Aliment Pharmacol Ther 2011; 33: 1183–1193
Background Endocytoscopy (EC) enables in vivo microscopic imaging at 1400-fold magnification, thereby allowing the analysis of mucosal structures at the cellular level. In contrast to fluorescence imaging with confocal laser endomicroscopy which allows analysis of mucosal structures up to 250 μm in depth, EC is based on the principle of contact light microscopy and only allows visualisation of the very superficial mucosal layer.
Aim To systematically review the feasibility and diagnostic yield of EC for in vivo diagnosis of diseases.
Methods A systematic search of the literature on diagnostic interventions in the gastrointestinal tract using EC was performed by searches in MEDLINE, Current Contents, PubMed, cross-references and references from relevant articles using the search terms ‘endocytoscopy’, ‘endocytoscope’, ‘magnification endoscopy’, ‘endocytoscopic imaging’, ‘virtual histology’ and ‘optical biopsy’. Only full manuscripts and case reports published in English were included.
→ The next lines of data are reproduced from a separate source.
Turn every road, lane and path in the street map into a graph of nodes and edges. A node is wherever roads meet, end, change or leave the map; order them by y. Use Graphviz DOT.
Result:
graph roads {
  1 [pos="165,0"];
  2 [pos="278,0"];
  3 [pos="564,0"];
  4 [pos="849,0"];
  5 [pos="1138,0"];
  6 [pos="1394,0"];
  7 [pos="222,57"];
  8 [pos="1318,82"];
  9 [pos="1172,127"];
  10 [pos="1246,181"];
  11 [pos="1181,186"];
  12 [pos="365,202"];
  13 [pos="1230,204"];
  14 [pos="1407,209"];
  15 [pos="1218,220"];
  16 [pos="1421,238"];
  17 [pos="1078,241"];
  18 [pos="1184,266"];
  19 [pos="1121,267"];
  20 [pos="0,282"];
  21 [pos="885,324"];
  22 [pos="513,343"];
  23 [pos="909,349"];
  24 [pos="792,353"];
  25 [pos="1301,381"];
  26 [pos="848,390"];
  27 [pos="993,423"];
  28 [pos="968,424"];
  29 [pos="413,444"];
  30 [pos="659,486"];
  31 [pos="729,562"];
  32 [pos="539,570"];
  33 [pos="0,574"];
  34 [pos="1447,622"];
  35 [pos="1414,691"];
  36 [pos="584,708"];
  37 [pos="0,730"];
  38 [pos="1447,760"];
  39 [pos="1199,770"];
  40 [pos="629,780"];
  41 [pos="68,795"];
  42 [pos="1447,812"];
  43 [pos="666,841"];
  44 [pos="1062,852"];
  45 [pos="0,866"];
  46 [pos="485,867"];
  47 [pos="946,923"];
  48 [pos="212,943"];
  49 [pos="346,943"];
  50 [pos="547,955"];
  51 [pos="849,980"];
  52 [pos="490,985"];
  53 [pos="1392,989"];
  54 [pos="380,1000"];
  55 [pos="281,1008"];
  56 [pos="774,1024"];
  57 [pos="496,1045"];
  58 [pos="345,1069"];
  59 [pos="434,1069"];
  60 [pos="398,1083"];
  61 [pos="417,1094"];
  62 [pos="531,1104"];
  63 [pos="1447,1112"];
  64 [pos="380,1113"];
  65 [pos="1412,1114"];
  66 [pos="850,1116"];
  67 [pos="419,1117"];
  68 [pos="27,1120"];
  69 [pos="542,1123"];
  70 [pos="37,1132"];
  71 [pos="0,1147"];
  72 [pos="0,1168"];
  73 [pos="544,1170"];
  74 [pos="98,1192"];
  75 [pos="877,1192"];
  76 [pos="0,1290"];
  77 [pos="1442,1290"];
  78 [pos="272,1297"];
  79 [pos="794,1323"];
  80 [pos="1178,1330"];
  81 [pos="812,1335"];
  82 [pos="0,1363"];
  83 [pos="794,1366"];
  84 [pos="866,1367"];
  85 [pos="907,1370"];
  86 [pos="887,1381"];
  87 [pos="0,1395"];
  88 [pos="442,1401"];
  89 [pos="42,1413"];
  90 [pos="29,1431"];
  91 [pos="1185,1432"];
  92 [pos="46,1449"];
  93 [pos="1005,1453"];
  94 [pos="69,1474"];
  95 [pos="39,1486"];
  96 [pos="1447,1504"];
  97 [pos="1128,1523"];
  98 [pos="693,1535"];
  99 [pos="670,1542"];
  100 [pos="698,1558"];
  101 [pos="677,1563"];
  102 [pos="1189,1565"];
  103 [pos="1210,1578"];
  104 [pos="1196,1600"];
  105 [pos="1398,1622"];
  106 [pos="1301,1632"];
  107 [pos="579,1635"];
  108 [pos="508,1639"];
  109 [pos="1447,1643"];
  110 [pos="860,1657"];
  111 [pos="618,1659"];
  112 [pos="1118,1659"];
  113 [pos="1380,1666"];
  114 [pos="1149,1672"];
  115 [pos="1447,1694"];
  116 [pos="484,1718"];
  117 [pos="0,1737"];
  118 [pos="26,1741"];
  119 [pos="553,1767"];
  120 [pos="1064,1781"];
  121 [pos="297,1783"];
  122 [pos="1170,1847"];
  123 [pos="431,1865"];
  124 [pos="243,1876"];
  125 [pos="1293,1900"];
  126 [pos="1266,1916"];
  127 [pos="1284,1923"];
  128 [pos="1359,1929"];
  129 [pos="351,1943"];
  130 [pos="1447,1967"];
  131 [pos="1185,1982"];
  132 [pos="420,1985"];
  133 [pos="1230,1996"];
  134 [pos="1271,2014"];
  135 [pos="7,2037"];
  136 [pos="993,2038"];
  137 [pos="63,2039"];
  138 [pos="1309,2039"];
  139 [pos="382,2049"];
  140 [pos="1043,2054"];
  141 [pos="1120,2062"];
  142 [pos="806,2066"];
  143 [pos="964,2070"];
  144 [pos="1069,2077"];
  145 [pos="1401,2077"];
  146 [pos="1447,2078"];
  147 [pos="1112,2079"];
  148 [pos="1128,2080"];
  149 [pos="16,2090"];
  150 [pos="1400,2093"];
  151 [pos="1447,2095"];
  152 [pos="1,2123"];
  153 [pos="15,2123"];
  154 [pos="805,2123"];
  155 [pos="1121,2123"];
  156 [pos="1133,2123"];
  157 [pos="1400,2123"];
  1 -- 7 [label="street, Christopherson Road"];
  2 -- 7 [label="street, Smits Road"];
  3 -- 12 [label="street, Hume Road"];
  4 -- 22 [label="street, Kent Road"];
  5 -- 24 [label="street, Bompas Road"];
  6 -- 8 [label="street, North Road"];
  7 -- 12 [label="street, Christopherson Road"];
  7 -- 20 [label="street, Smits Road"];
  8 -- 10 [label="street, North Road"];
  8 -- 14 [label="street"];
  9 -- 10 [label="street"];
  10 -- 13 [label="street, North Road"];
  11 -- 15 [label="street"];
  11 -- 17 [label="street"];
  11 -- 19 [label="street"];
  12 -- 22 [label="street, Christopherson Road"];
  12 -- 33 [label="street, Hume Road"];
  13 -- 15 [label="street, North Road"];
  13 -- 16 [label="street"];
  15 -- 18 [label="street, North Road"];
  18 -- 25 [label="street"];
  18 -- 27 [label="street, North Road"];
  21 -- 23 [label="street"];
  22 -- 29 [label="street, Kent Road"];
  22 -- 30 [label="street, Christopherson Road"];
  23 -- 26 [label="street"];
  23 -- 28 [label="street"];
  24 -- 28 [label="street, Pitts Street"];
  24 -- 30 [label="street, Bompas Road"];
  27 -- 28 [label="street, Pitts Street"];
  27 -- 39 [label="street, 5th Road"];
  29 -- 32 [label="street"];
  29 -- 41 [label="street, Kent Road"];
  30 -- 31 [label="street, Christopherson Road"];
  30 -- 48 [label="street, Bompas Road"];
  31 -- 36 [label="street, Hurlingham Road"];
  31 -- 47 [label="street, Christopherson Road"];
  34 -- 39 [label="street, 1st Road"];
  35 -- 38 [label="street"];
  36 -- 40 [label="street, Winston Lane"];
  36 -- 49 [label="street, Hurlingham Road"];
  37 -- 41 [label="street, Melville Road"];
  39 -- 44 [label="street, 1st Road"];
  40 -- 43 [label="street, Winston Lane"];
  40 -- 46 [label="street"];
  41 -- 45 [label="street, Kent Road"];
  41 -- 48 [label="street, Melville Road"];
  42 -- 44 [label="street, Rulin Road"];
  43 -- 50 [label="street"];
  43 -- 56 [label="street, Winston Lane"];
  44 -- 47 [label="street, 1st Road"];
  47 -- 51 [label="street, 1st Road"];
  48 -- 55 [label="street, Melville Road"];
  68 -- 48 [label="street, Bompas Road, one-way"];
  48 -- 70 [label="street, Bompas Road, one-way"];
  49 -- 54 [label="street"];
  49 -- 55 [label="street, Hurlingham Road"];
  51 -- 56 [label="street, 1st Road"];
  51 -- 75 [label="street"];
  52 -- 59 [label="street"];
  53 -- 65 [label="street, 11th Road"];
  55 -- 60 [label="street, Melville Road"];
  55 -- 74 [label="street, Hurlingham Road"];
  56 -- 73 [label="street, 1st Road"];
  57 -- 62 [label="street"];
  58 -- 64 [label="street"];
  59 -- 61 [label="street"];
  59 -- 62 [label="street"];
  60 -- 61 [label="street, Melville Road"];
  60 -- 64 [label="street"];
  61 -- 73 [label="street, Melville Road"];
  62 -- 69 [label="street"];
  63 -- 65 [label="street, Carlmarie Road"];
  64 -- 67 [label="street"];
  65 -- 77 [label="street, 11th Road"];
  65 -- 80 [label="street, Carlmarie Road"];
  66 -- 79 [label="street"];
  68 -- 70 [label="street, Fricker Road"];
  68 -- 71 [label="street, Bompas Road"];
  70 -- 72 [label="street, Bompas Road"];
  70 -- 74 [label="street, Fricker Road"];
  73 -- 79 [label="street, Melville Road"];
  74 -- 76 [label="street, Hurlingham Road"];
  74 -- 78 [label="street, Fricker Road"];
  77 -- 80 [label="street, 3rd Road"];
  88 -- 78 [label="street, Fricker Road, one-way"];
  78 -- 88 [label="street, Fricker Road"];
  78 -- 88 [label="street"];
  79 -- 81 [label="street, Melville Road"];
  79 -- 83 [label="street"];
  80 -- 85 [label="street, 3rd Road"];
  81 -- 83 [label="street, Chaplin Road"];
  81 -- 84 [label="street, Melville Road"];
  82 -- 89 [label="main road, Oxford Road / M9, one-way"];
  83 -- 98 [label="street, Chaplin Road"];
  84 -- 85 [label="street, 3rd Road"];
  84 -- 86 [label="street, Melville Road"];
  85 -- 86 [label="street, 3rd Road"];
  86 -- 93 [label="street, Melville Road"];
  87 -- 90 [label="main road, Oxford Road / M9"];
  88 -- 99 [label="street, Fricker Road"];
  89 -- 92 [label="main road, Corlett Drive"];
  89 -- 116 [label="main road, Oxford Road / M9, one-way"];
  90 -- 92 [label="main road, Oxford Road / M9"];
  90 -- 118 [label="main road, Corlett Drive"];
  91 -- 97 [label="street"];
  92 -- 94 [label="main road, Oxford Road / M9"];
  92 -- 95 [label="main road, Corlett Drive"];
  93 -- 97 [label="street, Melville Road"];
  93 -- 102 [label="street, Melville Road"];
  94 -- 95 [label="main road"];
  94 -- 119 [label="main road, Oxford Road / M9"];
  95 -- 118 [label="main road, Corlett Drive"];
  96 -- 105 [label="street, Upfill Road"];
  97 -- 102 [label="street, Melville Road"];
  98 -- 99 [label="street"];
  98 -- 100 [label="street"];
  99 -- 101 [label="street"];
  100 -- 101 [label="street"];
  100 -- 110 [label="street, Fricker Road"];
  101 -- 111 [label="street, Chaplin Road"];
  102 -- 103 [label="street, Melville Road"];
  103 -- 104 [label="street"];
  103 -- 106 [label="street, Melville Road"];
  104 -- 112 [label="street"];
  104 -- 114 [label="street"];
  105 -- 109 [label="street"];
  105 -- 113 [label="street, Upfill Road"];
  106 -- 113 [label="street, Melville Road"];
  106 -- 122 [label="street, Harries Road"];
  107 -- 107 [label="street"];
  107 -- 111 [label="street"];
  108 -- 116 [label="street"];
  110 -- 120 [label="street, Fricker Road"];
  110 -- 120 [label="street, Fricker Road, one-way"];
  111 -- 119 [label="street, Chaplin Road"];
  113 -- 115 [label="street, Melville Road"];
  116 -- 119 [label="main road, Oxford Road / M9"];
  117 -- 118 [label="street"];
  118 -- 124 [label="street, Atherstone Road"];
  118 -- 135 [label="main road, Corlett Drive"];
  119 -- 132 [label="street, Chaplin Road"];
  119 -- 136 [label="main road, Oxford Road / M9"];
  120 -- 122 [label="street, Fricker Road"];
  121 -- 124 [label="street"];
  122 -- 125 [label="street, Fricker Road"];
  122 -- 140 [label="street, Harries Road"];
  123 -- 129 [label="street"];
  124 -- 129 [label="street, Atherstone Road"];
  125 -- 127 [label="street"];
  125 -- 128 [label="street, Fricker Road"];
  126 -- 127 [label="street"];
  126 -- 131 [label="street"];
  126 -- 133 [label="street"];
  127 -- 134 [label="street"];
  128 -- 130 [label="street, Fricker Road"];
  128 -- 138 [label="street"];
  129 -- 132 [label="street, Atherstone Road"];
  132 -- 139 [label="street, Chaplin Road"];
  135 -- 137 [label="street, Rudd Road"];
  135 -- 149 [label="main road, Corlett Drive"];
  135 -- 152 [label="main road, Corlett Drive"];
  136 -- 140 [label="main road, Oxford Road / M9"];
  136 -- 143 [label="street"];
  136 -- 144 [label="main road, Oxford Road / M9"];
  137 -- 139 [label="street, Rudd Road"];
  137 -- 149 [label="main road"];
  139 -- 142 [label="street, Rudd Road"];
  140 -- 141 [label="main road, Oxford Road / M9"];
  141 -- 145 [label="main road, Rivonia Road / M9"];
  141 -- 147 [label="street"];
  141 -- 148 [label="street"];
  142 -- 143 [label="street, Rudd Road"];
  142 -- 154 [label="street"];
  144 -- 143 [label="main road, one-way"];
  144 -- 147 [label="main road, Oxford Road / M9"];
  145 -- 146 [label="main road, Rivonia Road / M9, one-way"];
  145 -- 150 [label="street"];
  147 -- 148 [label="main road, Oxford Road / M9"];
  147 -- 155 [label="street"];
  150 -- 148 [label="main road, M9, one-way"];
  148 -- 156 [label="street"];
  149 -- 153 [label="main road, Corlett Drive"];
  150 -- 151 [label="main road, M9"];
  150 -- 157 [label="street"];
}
Results Overall twenty-nine relevant reports were identified. EC was feasible to detect oesophageal squamous cell cancer with sensitivity, specificity and accuracy of 95%, 84% and 82%, respectively. Moreover, EC reached excellent sensitivity and specificity for in vivo diagnosis of colon polyps (91% and 100%, respectively). Other diagnostic applications of EC included diagnosis of Barrett’s oesophagus, Helicobacter pylori, coeliac disease and small cell lung cancer. No serious complications of EC have yet been reported.
Conclusions Endocytoscopy is a safe and effective new endoscopic imaging technique to obtain in vivo histology and guided biopsies with high diagnostic accuracy. Therefore, endocytoscopy has the potential to facilitate both diagnosis and patient management.